To examine whether the dopamine receptor D4 gene (DRD4) exon III VNTR moderates the risk of infants with regulatory disorders for developing attention-deficit/hyperactivity disorder (ADHD) later in childhood. In a prospective longitudinal study of children at risk for later psychopathology, 300 participants were assessed for regulatory problems in infancy, DRD4 genotype, and ADHD symptoms and diagnoses from childhood to adolescence. To examine a potential moderating effect on ADHD measures, linear and logistic regressions were computed. Models were fit for the main effects of the DRD4 genotype (presence or absence of the 7r allele) and regulatory problems (presence or absence), with the addition of the interaction term. All models were controlled for sex, family adversity, and obstetric risk status.
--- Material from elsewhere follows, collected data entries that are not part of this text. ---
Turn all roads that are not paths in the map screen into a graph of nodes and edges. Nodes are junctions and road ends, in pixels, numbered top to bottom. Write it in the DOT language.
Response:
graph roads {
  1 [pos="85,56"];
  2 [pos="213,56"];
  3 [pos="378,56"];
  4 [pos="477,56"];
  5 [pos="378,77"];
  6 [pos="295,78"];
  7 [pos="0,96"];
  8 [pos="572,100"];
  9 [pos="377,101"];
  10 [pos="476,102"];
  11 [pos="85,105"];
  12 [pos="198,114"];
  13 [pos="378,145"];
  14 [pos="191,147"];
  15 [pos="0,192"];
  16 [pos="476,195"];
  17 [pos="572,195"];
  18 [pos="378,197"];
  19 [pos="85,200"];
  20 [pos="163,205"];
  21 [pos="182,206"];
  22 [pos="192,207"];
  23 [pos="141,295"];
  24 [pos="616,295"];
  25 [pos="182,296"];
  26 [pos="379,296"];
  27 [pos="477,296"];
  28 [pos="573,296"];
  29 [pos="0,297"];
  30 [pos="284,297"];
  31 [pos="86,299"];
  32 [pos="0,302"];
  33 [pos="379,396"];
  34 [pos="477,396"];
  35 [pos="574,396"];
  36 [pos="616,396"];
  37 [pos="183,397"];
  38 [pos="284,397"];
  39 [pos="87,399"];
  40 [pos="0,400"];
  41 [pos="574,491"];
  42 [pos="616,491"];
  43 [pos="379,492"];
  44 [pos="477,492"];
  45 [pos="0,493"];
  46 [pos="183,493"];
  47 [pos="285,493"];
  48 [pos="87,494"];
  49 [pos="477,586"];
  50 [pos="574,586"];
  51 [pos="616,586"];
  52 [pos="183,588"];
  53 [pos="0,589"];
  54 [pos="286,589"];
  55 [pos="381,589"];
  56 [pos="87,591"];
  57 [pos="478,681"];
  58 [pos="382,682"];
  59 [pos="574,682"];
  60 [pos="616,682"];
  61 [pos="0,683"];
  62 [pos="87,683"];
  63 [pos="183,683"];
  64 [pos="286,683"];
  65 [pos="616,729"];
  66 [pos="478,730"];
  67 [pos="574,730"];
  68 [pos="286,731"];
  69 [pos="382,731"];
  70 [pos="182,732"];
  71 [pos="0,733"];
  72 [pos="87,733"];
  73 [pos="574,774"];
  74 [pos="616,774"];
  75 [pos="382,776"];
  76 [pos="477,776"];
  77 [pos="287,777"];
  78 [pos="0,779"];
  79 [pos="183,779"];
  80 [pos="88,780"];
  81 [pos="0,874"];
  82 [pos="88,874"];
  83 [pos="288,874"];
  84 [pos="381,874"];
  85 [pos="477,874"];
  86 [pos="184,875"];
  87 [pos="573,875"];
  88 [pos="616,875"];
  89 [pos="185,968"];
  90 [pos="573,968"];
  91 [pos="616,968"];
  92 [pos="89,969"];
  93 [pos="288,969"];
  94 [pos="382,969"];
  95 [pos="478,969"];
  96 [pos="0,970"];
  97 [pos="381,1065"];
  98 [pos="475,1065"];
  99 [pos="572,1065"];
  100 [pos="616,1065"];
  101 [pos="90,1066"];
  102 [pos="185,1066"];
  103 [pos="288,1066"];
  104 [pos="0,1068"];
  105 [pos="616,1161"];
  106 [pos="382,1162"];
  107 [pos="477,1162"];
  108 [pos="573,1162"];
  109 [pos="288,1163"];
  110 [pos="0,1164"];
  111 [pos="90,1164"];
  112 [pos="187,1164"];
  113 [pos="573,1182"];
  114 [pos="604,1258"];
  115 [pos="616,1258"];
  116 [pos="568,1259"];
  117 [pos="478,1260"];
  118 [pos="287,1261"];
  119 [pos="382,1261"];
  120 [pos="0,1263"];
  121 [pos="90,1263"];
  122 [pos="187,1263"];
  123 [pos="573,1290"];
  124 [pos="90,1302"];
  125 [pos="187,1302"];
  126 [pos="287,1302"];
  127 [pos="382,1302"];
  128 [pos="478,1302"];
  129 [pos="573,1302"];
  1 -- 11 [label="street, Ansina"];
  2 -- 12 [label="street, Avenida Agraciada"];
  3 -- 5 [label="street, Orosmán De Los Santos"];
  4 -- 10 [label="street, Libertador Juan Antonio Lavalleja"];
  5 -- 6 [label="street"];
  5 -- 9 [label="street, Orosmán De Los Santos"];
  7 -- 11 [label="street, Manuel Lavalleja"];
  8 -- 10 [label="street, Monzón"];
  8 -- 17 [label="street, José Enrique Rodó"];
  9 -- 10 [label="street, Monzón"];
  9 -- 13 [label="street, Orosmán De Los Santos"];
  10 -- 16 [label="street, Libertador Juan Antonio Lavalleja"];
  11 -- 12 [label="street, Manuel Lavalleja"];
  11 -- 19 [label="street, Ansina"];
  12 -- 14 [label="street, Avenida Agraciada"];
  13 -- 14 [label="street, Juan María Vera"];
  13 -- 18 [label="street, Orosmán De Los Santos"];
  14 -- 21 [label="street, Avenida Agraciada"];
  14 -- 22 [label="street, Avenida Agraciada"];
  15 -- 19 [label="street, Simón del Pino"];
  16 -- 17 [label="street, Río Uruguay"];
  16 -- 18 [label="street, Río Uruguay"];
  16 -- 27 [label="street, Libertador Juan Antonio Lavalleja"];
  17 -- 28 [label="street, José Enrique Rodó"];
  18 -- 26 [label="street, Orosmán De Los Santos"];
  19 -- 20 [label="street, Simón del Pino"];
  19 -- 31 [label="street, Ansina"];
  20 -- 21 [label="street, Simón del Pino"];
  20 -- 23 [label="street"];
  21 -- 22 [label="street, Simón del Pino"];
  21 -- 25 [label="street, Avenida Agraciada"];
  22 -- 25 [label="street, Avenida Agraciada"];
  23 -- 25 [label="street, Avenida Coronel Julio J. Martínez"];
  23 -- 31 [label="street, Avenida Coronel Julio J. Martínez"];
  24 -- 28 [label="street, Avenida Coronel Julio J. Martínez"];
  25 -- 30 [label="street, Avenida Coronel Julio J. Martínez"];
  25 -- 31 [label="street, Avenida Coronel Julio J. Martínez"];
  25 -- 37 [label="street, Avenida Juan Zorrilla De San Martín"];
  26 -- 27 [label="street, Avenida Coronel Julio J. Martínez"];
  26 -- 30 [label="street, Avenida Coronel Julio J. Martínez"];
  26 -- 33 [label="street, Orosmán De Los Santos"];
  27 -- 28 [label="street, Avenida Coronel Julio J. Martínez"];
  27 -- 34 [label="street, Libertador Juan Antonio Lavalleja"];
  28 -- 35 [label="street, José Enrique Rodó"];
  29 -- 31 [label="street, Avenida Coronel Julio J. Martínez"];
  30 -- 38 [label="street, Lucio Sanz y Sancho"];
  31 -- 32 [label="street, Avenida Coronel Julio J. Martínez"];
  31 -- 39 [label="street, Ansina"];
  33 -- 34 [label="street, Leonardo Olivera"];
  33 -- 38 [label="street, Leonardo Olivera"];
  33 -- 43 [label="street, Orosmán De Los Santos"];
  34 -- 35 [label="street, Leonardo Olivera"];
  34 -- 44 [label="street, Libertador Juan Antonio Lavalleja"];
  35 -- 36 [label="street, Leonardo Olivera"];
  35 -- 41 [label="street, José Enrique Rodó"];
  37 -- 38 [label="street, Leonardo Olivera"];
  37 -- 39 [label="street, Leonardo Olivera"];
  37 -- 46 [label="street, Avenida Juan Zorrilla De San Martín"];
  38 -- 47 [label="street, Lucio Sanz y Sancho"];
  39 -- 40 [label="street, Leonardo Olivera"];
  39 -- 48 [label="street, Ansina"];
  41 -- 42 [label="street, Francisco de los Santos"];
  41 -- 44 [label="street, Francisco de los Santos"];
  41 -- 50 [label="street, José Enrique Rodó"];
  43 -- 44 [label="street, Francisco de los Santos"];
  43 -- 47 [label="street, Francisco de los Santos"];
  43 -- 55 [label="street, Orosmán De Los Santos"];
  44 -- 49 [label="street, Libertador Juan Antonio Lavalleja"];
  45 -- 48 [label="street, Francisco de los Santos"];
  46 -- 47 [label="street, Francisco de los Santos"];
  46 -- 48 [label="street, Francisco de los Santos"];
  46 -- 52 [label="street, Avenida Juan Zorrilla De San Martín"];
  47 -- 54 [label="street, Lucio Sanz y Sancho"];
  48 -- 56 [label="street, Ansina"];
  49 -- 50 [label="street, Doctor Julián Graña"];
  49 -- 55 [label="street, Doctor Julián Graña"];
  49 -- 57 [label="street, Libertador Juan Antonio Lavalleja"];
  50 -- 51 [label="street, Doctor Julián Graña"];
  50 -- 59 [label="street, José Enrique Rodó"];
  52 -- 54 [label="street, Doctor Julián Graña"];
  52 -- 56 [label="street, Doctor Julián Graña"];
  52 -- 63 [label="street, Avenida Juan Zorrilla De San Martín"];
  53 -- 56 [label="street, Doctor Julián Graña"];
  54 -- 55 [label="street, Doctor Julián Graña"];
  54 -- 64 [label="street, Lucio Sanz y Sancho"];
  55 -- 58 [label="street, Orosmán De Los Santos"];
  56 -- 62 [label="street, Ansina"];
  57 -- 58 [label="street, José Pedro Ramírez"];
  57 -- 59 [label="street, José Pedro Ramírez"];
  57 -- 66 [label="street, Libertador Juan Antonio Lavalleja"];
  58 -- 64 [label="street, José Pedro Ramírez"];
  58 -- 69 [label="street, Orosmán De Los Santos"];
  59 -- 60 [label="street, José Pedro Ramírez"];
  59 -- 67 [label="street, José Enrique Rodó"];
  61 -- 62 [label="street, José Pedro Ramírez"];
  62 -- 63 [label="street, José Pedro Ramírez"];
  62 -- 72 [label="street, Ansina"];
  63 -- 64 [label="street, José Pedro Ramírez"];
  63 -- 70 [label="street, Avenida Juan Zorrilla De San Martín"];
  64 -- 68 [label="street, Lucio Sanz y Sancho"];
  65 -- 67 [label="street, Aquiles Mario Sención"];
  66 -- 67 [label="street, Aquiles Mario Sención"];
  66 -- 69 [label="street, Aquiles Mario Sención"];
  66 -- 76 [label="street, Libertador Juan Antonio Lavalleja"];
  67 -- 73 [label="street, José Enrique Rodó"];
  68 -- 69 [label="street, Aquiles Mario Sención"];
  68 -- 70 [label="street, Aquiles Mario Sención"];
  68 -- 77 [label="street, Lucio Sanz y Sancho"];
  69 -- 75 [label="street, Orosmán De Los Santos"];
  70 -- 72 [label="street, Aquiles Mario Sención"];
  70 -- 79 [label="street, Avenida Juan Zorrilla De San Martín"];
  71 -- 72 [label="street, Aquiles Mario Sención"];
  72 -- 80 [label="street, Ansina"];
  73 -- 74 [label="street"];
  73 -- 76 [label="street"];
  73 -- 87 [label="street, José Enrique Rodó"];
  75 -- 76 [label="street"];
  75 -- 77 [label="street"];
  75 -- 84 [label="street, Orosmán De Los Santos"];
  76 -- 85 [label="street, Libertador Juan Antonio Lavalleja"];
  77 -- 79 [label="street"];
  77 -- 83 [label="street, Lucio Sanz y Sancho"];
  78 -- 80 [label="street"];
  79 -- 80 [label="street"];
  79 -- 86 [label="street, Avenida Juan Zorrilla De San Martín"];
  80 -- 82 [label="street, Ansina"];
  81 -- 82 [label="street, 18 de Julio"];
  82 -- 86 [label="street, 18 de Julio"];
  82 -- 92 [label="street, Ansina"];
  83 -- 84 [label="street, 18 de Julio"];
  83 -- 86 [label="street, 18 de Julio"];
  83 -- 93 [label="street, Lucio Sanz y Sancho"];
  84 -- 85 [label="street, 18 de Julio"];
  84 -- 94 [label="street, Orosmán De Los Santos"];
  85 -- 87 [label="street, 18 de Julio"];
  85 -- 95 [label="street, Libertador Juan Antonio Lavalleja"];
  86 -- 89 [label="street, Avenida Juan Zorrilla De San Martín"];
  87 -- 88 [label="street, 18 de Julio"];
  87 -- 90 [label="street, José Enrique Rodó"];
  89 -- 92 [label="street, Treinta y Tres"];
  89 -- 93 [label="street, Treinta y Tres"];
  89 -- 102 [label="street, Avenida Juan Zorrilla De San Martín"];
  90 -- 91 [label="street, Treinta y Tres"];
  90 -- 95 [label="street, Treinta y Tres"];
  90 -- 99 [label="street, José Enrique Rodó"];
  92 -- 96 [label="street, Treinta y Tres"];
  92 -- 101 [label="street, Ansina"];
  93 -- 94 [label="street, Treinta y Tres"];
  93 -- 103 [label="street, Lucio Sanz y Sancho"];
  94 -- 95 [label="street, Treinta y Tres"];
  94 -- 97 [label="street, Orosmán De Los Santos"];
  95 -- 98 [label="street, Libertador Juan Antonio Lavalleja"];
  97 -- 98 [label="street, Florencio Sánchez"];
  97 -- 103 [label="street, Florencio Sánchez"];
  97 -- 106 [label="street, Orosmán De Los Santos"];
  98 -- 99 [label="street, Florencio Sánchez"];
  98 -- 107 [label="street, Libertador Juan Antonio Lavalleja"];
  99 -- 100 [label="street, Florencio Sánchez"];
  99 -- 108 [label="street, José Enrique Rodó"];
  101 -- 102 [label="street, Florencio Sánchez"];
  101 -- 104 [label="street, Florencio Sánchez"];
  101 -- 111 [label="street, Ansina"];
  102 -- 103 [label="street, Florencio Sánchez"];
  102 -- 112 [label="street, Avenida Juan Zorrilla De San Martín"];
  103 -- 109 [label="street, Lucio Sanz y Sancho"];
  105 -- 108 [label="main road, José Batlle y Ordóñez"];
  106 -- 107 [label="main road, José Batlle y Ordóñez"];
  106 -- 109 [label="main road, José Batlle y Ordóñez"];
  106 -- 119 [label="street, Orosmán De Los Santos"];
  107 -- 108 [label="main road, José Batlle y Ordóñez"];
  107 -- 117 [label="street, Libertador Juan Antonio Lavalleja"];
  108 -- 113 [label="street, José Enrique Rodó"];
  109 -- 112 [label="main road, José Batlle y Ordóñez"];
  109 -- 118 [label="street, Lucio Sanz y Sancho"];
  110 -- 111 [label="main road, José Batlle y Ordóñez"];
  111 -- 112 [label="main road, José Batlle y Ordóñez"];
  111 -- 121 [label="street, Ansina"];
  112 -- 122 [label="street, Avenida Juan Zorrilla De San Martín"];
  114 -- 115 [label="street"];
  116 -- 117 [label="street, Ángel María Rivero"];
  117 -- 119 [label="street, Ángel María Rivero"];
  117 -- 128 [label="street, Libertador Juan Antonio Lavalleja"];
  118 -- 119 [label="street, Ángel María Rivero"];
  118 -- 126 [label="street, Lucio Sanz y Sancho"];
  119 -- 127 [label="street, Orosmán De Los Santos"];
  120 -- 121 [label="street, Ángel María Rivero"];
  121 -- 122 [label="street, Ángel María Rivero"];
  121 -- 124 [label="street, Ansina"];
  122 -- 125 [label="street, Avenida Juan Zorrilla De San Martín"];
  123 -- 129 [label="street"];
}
In children without the DRD4-7r allele, a history of regulatory problems in infancy was unrelated to later ADHD. But in children with regulatory problems in infancy, the additional presence of the DRD4-7r allele increased the risk for ADHD in childhood. The DRD4 genotype seems to moderate the association between regulatory problems in infancy and later ADHD. A replication study is needed before further conclusions can be drawn, however.